**EXERCISE INSTRUCTIONS:** Copy out, from the data below, each line in which the word "screen" occurs.

**DATA PROVIDED:**
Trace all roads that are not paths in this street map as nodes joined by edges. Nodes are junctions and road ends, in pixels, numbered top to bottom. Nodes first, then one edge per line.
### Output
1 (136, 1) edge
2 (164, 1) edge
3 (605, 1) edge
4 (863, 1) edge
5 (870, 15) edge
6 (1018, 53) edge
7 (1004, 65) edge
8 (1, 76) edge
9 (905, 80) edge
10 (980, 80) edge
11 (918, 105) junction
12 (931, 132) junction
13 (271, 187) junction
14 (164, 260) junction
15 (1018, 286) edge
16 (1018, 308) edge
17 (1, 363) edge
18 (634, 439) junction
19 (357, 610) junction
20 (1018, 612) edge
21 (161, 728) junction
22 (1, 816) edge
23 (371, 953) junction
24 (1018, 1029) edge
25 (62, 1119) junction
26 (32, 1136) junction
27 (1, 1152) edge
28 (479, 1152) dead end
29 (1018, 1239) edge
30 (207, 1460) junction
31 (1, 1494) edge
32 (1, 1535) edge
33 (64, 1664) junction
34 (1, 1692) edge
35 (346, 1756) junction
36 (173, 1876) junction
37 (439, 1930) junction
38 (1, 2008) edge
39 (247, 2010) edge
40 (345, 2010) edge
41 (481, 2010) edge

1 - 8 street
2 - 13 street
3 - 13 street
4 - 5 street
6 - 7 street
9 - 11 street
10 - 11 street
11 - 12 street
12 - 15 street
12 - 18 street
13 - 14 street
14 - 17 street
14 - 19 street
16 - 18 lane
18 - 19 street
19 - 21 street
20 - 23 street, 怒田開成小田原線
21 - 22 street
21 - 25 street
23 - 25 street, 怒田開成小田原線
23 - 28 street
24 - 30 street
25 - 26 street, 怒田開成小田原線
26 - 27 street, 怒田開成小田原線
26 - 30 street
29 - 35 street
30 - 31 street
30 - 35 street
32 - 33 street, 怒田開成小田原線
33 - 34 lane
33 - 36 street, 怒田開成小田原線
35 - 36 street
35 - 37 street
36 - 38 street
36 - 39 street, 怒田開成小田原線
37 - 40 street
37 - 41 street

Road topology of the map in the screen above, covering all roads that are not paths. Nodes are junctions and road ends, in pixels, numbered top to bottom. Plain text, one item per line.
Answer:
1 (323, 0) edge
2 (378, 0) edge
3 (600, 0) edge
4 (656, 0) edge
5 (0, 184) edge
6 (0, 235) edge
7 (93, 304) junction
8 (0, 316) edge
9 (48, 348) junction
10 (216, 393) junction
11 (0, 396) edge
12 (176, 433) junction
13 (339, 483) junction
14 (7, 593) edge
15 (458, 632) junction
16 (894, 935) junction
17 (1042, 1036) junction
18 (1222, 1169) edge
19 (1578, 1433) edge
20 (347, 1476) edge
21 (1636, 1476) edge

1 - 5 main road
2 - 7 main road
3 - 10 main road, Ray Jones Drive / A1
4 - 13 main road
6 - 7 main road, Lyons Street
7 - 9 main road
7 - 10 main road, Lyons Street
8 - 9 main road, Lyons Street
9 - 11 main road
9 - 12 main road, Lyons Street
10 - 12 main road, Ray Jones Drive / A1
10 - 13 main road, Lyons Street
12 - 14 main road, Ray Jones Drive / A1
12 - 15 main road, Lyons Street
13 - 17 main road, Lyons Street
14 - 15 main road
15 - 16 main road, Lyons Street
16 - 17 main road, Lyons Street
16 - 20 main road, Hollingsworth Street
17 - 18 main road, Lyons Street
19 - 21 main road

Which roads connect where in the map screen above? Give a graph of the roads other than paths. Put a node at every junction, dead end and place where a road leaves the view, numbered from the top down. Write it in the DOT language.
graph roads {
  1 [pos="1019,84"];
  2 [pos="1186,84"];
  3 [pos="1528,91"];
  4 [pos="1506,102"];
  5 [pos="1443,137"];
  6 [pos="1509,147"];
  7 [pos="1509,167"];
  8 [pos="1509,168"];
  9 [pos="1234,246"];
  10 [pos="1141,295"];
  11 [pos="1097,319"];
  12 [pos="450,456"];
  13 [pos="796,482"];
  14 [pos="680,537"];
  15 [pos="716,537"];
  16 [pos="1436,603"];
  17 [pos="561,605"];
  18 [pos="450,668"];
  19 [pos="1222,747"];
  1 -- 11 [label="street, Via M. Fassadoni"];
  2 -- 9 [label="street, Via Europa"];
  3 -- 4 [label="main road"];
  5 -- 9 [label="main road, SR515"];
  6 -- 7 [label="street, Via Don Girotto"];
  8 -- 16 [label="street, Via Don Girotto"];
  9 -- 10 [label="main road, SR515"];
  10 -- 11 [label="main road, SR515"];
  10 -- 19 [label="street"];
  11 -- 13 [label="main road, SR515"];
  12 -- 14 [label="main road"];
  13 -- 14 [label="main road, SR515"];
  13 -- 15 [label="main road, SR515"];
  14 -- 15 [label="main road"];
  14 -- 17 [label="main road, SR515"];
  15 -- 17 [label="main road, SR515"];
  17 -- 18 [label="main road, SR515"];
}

**ANSWER TO THIS PROBLEM:**
Road topology of the map in the screen above, covering all roads that are not paths. Nodes are junctions and road ends, in pixels, numbered top to bottom. Plain text, one item per line.
Which roads connect where in the map screen above? Give a graph of the roads other than paths. Put a node at every junction, dead end and place where a road leaves the view, numbered from the top down. Write it in the DOT language.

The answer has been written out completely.